:: INSTRUCTIONS TO FOLLOW ::
Every line of the entries with the word "Willard" in it should be shown.

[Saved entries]
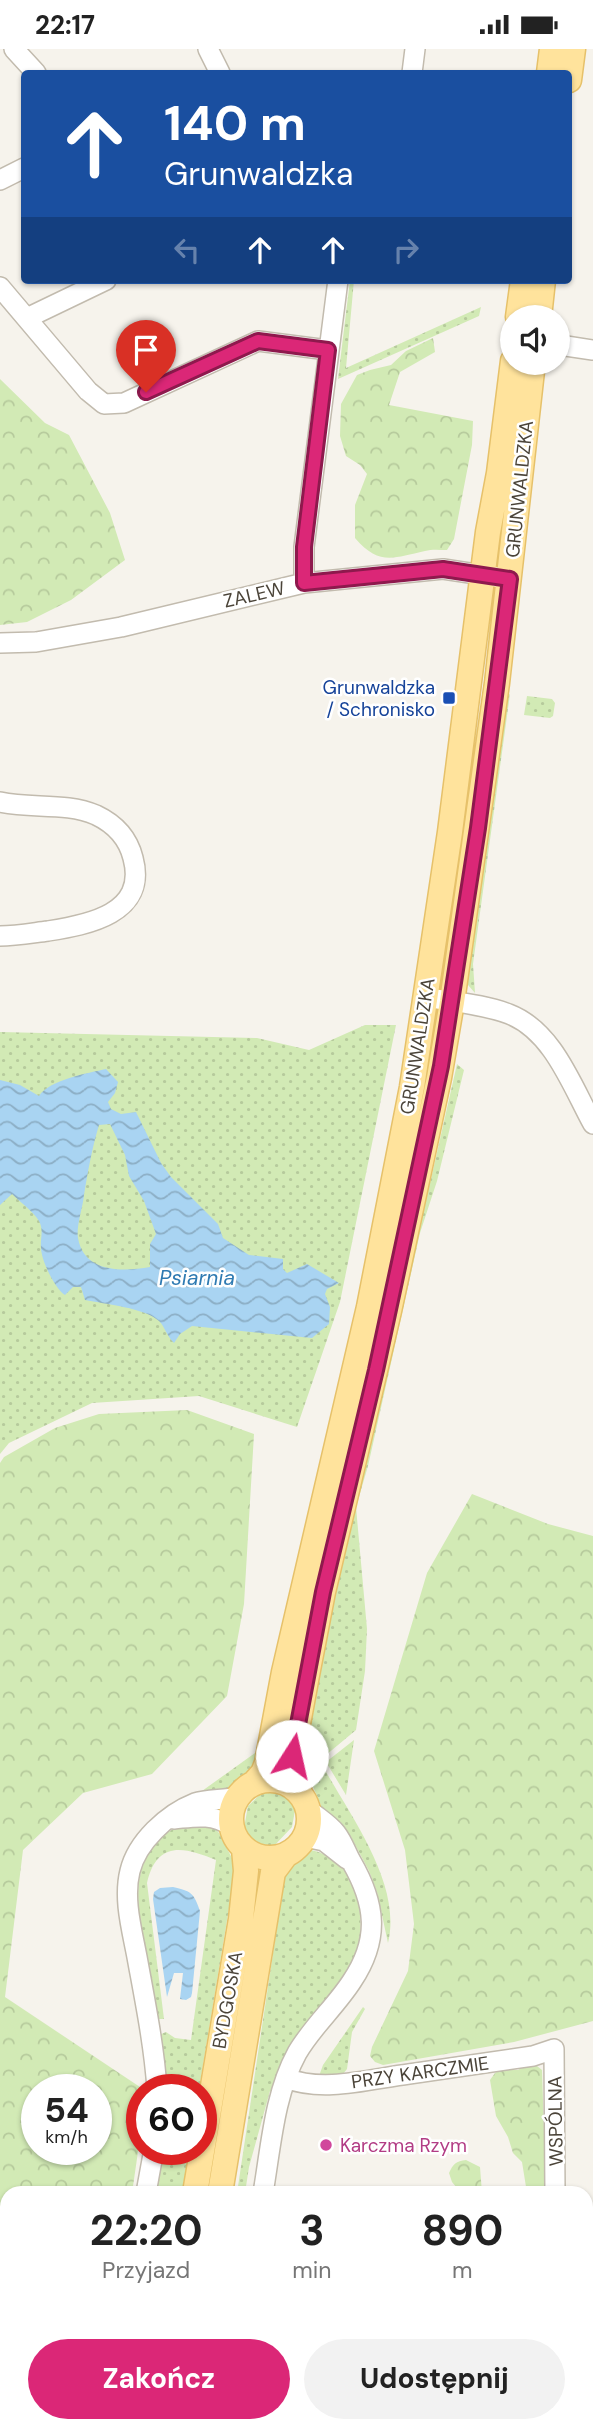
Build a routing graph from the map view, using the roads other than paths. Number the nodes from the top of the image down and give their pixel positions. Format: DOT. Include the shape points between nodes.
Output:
graph roads {
  1 [pos="14,49"];
  2 [pos="208,49"];
  3 [pos="415,49"];
  4 [pos="552,49"];
  5 [pos="573,49"];
  6 [pos="33,70"];
  7 [pos="218,70"];
  8 [pos="412,70"];
  9 [pos="549,70"];
  10 [pos="570,70"];
  11 [pos="21,170"];
  12 [pos="0,180"];
  13 [pos="98,284"];
  14 [pos="337,284"];
  15 [pos="522,284"];
  16 [pos="543,284"];
  17 [pos="0,287"];
  18 [pos="520,305"];
  19 [pos="541,305"];
  20 [pos="27,318"];
  21 [pos="570,347"];
  22 [pos="328,350"];
  23 [pos="593,350"];
  24 [pos="511,375"];
  25 [pos="532,375"];
  26 [pos="483,574"];
  27 [pos="510,579"];
  28 [pos="304,583"];
  29 [pos="0,643"];
  30 [pos="0,802"];
  31 [pos="0,936"];
  32 [pos="425,997"];
  33 [pos="452,1002"];
  34 [pos="593,1124"];
  35 [pos="339,1481"];
  36 [pos="246,1789"];
  37 [pos="304,1801"];
  38 [pos="169,1819"];
  39 [pos="231,1826"];
  40 [pos="305,1837"];
  41 [pos="244,1849"];
  42 [pos="285,1856"];
  43 [pos="352,1863"];
  44 [pos="554,2049"];
  45 [pos="156,2074"];
  46 [pos="286,2078"];
  47 [pos="151,2165"];
  48 [pos="147,2186"];
  49 [pos="196,2186"];
  50 [pos="221,2186"];
  51 [pos="264,2186"];
  52 [pos="555,2186"];
  1 -- 6 [label="street"];
  2 -- 7 [label="street"];
  3 -- 8 [label="street"];
  4 -- 9 [label="main road"];
  5 -- 10 [label="main road"];
  11 -- 12 [label="street"];
  13 -- 20 [label="street"];
  14 -- 22 [label="street"];
  15 -- 18 [label="main road"];
  16 -- 19 [label="main road"];
  17 -- 20 [label="street"];
  20 -- 22 [label="street" via="104,404 124,403 258,341"];
  21 -- 23 [label="street"];
  22 -- 28 [label="street"];
  24 -- 26 [label="main road, GRUNWALDZKA"];
  25 -- 27 [label="main road, GRUNWALDZKA"];
  26 -- 27 [label="street, ZALEW"];
  26 -- 28 [label="street, ZALEW" via="423,569"];
  26 -- 32 [label="main road, GRUNWALDZKA"];
  27 -- 33 [label="main road, GRUNWALDZKA"];
  28 -- 29 [label="street, ZALEW" via="121,627 36,642"];
  30 -- 31 [label="street" via="94,814 120,831 136,870 124,903 102,919 77,927"];
  32 -- 33 [label="street"];
  32 -- 35 [label="main road, GRUNWALDZKA"];
  33 -- 34 [label="street" via="509,1014 531,1028 559,1061"];
  33 -- 35 [label="main road, GRUNWALDZKA" via="441,1066"];
  35 -- 36 [label="main road" via="284,1672 267,1763"];
  35 -- 37 [label="main road" via="292,1756"];
  36 -- 37 [label="main road" via="267,1779 279,1781 291,1786"];
  36 -- 38 [label="street" via="197,1802"];
  36 -- 39 [label="main road" via="232,1806"];
  37 -- 40 [label="main road"];
  37 -- 43 [label="street" via="336,1832"];
  38 -- 39 [label="street" via="214,1817"];
  38 -- 45 [label="street" via="136,1856 128,1893"];
  39 -- 41 [label="main road"];
  40 -- 42 [label="main road"];
  40 -- 43 [label="street" via="324,1841"];
  41 -- 42 [label="main road" via="264,1858"];
  41 -- 49 [label="main road, BYDGOSKA" via="242,1908"];
  42 -- 50 [label="main road, BYDGOSKA" via="273,1872"];
  43 -- 46 [label="street" via="367,1891 372,1937 352,1981 297,2053"];
  44 -- 46 [label="street, PRZY KARCZMIE" via="533,2056 346,2083 300,2084"];
  44 -- 52 [label="street, WSPÓLNA"];
  46 -- 51 [label="street"];
  47 -- 48 [label="street"];
}
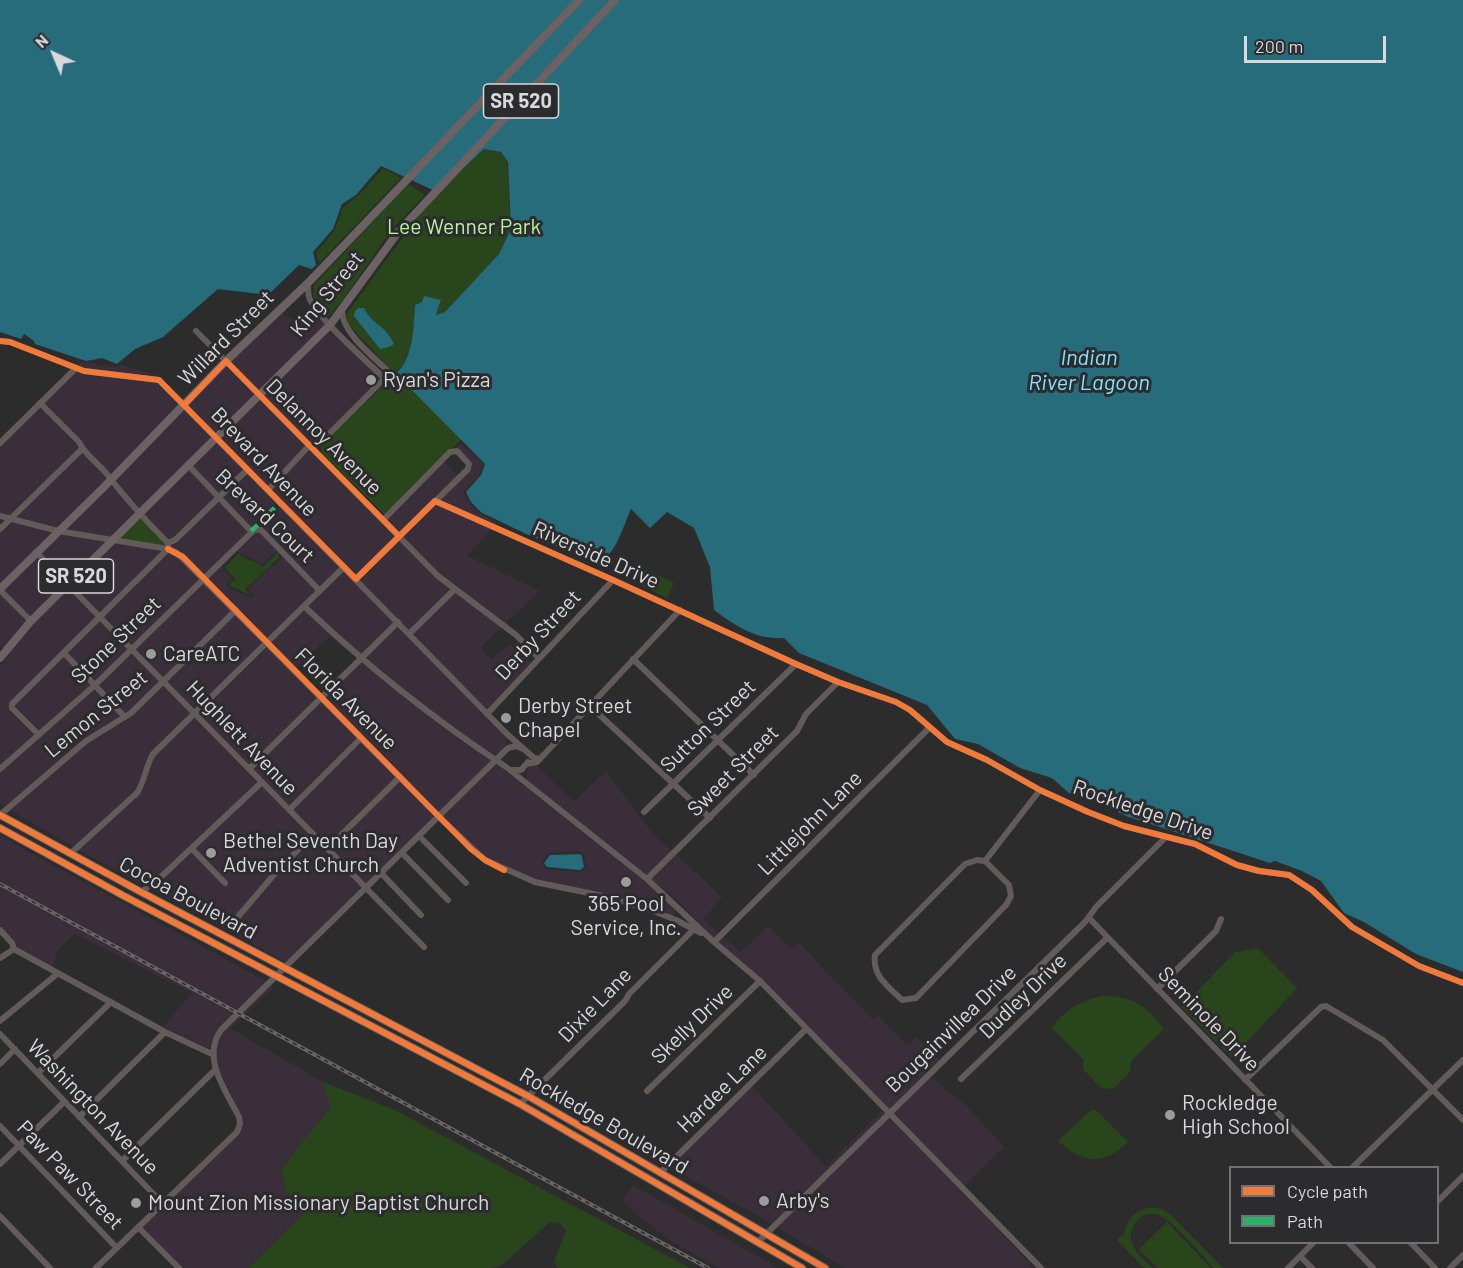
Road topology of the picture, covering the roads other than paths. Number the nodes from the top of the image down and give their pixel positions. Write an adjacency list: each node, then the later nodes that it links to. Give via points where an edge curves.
1 (579, 0): 3 (main road, Willard Street / SR 520)
2 (615, 0): 4 (main road, King Street / SR 520, via 399,231)
3 (308, 283): 5 (street, via 309,298); 8 (main road, Willard Street / SR 520)
4 (342, 311): 5 (main road, King Street / SR 520); 10 (street, via 350,333 390,373)
5 (330, 325): 10 (street); 11 (main road, King Street / SR 520)
6 (196, 331): 8 (street, Delannoy Avenue)
7 (0, 341): 9 (street)
8 (226, 362): 11 (street, Delannoy Avenue); 13 (main road, Willard Street / SR 520)
9 (76, 368): 12 (street); 13 (street, Brevard Avenue, via 159,380)
10 (385, 379): 16 (street)
11 (259, 395): 14 (main road, King Street / SR 520); 16 (street, Delannoy Avenue)
12 (40, 403): 15 (street); 17 (street, Florida Avenue)
13 (184, 405): 14 (street, Brevard Avenue); 20 (main road, Willard Street / SR 520)
14 (216, 437): 18 (main road, SR 520); 19 (street, Brevard Avenue)
15 (0, 442)
16 (310, 447): 21 (street); 27 (street, Delannoy Avenue)
17 (82, 448): 20 (street, Florida Avenue); 26 (street)
18 (188, 465): 22 (street, Brevard Court); 24 (main road, SR 520)
19 (247, 470): 21 (street, Brevard Avenue); 22 (street)
20 (110, 480): 24 (street, Florida Avenue); 29 (main road, Willard Street / SR 520)
21 (268, 490): 35 (street, Brevard Avenue)
22 (219, 497): 30 (street, Brevard Court); 33 (street)
23 (435, 501): 27 (street, via 469,467 457,451 450,452); 31 (street); 38 (street, Riverside Drive)
24 (140, 513): 32 (main road, SR 520); 33 (street, Florida Avenue)
25 (0, 516): 26 (street)
26 (10, 518): 28 (street); 29 (street)
27 (383, 520): 31 (street, Delannoy Avenue)
28 (0, 529)
29 (58, 531): 32 (street); 34 (main road, Willard Street / SR 520)
30 (251, 531): 36 (street, Stone Street); 42 (street, Brevard Court, via 261,530)
31 (399, 536): 37 (street); 41 (street, Delannoy Avenue)
32 (113, 540): 33 (street); 39 (main road, SR 520)
33 (168, 546): 36 (street, Florida Avenue); 46 (street)
34 (36, 552): 39 (street, Hughlett Avenue); 40 (main road, Willard Street / SR 520)
35 (344, 567): 37 (street, Brevard Avenue); 42 (street)
36 (204, 578): 44 (street, Florida Avenue); 52 (street, Stone Street)
37 (356, 579): 48 (street, Brevard Avenue)
38 (613, 579): 45 (street, Riverside Drive); 56 (street, Derby Street)
39 (68, 584): 46 (street, Hughlett Avenue); 47 (main road, SR 520)
40 (0, 589): 47 (street)
41 (455, 589): 49 (street); 56 (street, Delannoy Avenue, via 516,635)
42 (320, 591): 43 (street)
43 (305, 607): 51 (street); 54 (street)
44 (236, 610): 51 (street, Florida Avenue); 59 (street, Lemon Street)
45 (680, 610): 50 (street, Riverside Drive); 57 (street)
46 (100, 617): 52 (street, Hughlett Avenue); 53 (street)
47 (31, 621): 55 (main road, SR 520)
48 (398, 622): 49 (street, Brevard Avenue); 54 (street)
49 (409, 634): 65 (street, Brevard Avenue)
50 (743, 639): 58 (street, Rockledge Drive)
51 (268, 643): 62 (street, Florida Avenue); 64 (street)
52 (132, 649): 59 (street, Hughlett Avenue); 61 (street, Stone Street)
53 (64, 652): 61 (street); 68 (street, via 12,704)
54 (362, 657): 62 (street); 75 (street, via 410,698)
55 (0, 658)
56 (539, 658): 65 (street, Derby Street)
57 (633, 659): 63 (street); 71 (street)
58 (796, 664): 60 (street, Rockledge Drive); 71 (street, Sutton Street)
59 (164, 681): 64 (street, Hughlett Avenue); 66 (street, Lemon Street)
60 (838, 682): 67 (street, Rockledge Drive, via 896,702); 80 (street, Sweet Street)
61 (95, 685): 66 (street); 68 (street, Stone Street)
62 (322, 699): 70 (street, Florida Avenue); 78 (street)
63 (590, 706): 74 (street); 84 (street)
64 (195, 713): 78 (street, Hughlett Avenue); 98 (street, via 153,754 137,793)
65 (487, 714): 69 (street, Brevard Avenue)
66 (125, 717): 88 (street, Lemon Street, via 86,741)
67 (929, 728): 85 (street, Rockledge Drive, via 947,742); 120 (street, Littlejohn Lane)
68 (39, 735): 77 (street, Stone Street)
69 (509, 736): 72 (street); 73 (street, Brevard Avenue)
70 (361, 738): 81 (street, Florida Avenue); 86 (street)
71 (719, 740): 80 (street); 84 (street, Sutton Street)
72 (507, 750): 73 (street, via 517,746); 75 (street); 79 (street, via 503,757)
73 (526, 751): 74 (street, Brevard Avenue); 76 (street)
74 (540, 759): 76 (street)
75 (496, 760): 79 (street); 89 (street)
76 (526, 766): 79 (street, via 517,771); 83 (street)
77 (0, 769)
78 (249, 769): 82 (street, Hughlett Avenue)
79 (508, 769): 83 (street)
80 (754, 775): 90 (street, Sweet Street)
81 (400, 777): 89 (street, Florida Avenue); 96 (street)
82 (262, 782): 86 (street, Hughlett Avenue); 95 (street)
83 (525, 782): 102 (street)
84 (674, 783): 87 (street, Sutton Street); 90 (street)
85 (1040, 790): 94 (street, Rockledge Drive, via 1124,826); 100 (street)
86 (289, 810): 92 (street, Hughlett Avenue)
87 (644, 812)
88 (0, 815): 98 (main road, Cocoa Boulevard)
89 (438, 816): 93 (street); 115 (street, Florida Avenue, via 471,849 504,870 534,882 608,897)
90 (710, 818): 102 (street, Sweet Street)
91 (0, 828): 99 (main road, Cocoa Boulevard)
92 (313, 834): 96 (street, Hughlett Avenue); 116 (street)
93 (419, 836): 97 (street); 104 (street)
94 (1165, 838): 113 (street, Bougainvillea Drive); 128 (street, Rockledge Drive, via 1195,844 1237,865 1289,875 1312,890 1352,927 1419,966)
95 (192, 849): 103 (street); 106 (street)
96 (327, 849): 105 (street, Hughlett Avenue)
97 (402, 853): 101 (street); 108 (street)
98 (70, 854): 99 (main road); 106 (main road, Cocoa Boulevard)
99 (50, 856): 107 (main road, Cocoa Boulevard)
100 (985, 861): 100 (street, via 965,864 875,955 875,972 902,1000 916,998 1006,905 1011,896 1009,885)
101 (381, 873): 105 (street); 112 (street)
102 (647, 879): 109 (street)
103 (225, 883)
104 (466, 883)
105 (365, 888): 121 (street, Hughlett Avenue); 124 (street)
106 (141, 892): 107 (main road); 110 (main road, Cocoa Boulevard)
107 (124, 896): 111 (main road, Cocoa Boulevard)
108 (448, 900)
109 (675, 903): 115 (street); 120 (street)
110 (169, 906): 111 (main road); 124 (main road, Cocoa Boulevard)
111 (152, 910): 126 (main road, Cocoa Boulevard)
112 (422, 915)
113 (1089, 918): 119 (street, Seminole Drive); 152 (street, Bougainvillea Drive)
114 (1221, 919): 129 (street, via 1216,932)
115 (676, 920): 117 (street, Florida Avenue)
116 (231, 925)
117 (694, 928): 120 (street, Florida Avenue); 149 (street, Dixie Lane)
118 (0, 930): 122 (street)
119 (1107, 938): 129 (street, Seminole Drive); 145 (street, Dudley Drive)
120 (714, 942): 127 (street)
121 (424, 947)
122 (14, 950): 123 (street); 125 (street)
123 (0, 958)
124 (285, 967): 126 (street); 131 (main road, Cocoa Boulevard)
125 (57, 974): 130 (street); 133 (street)
126 (276, 975): 132 (main road, Cocoa Boulevard); 140 (street, via 220,1030)
127 (760, 981): 134 (street); 148 (street, Skelly Drive)
128 (1463, 983)
129 (1157, 989): 146 (street, Seminole Drive)
130 (111, 1002): 135 (street); 144 (street)
131 (363, 1008): 136 (main road, Rockledge Boulevard)
132 (354, 1017): 138 (main road, Rockledge Boulevard)
133 (0, 1021)
134 (806, 1029): 152 (street); 161 (street, Hardee Lane)
135 (165, 1032): 140 (street); 153 (street)
136 (408, 1032): 138 (main road); 149 (main road, Rockledge Boulevard)
137 (0, 1034): 139 (street, Washington Avenue)
138 (388, 1034): 151 (main road, Rockledge Boulevard)
139 (15, 1049): 142 (street); 144 (street, Washington Avenue)
140 (212, 1054): 143 (street)
141 (1463, 1060): 147 (street)
142 (0, 1064)
143 (216, 1069): 157 (street); 165 (street, via 239,1117 237,1132)
144 (38, 1073): 150 (street, Washington Avenue)
145 (961, 1079)
146 (1245, 1080): 147 (street, via 1326,1006 1383,1040); 159 (street, Seminole Drive)
147 (1432, 1090): 154 (street); 160 (street)
148 (647, 1091)
149 (528, 1096): 151 (street, Dixie Lane); 161 (main road, Rockledge Boulevard)
150 (64, 1101): 153 (street, Washington Avenue); 156 (street)
151 (520, 1104): 162 (main road, Rockledge Boulevard)
152 (888, 1113): 168 (street, Bougainvillea Drive); 181 (street)
153 (79, 1117): 157 (street, Washington Avenue)
154 (1463, 1120)
155 (0, 1126): 156 (street, Paw Paw Street)
156 (20, 1146): 158 (street); 173 (street, Paw Paw Street)
157 (122, 1161): 165 (street, Washington Avenue)
158 (0, 1164)
159 (1329, 1166)
160 (1353, 1166)
161 (661, 1172): 162 (main road); 168 (main road, Rockledge Boulevard)
162 (638, 1173): 169 (main road, Rockledge Boulevard)
163 (1463, 1176): 164 (street)
164 (1439, 1199)
165 (162, 1203): 167 (street)
166 (0, 1216): 176 (street)
167 (138, 1227): 173 (street); 178 (street)
168 (766, 1233): 169 (street, Bougainvillea Drive); 180 (main road, Rockledge Boulevard)
169 (758, 1242): 179 (main road, Rockledge Boulevard)
170 (1312, 1244): 175 (street)
171 (1350, 1244): 184 (street)
172 (1412, 1244): 185 (street)
173 (117, 1248): 177 (street)
174 (1463, 1255): 186 (street)
175 (1300, 1256): 182 (street); 183 (street)
176 (50, 1268)
177 (96, 1268)
178 (179, 1268)
179 (802, 1268)
180 (825, 1268)
181 (1041, 1268)
182 (1288, 1268)
183 (1312, 1268)
184 (1372, 1268)
185 (1435, 1268)
186 (1450, 1268)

:: OUTPUT FOR THIS EXERCISE ::
1 (579, 0): 3 (main road, Willard Street / SR 520)
3 (308, 283): 5 (street, via 309,298); 8 (main road, Willard Street / SR 520)
8 (226, 362): 11 (street, Delannoy Avenue); 13 (main road, Willard Street / SR 520)
13 (184, 405): 14 (street, Brevard Avenue); 20 (main road, Willard Street / SR 520)
20 (110, 480): 24 (street, Florida Avenue); 29 (main road, Willard Street / SR 520)
29 (58, 531): 32 (street); 34 (main road, Willard Street / SR 520)
34 (36, 552): 39 (street, Hughlett Avenue); 40 (main road, Willard Street / SR 520)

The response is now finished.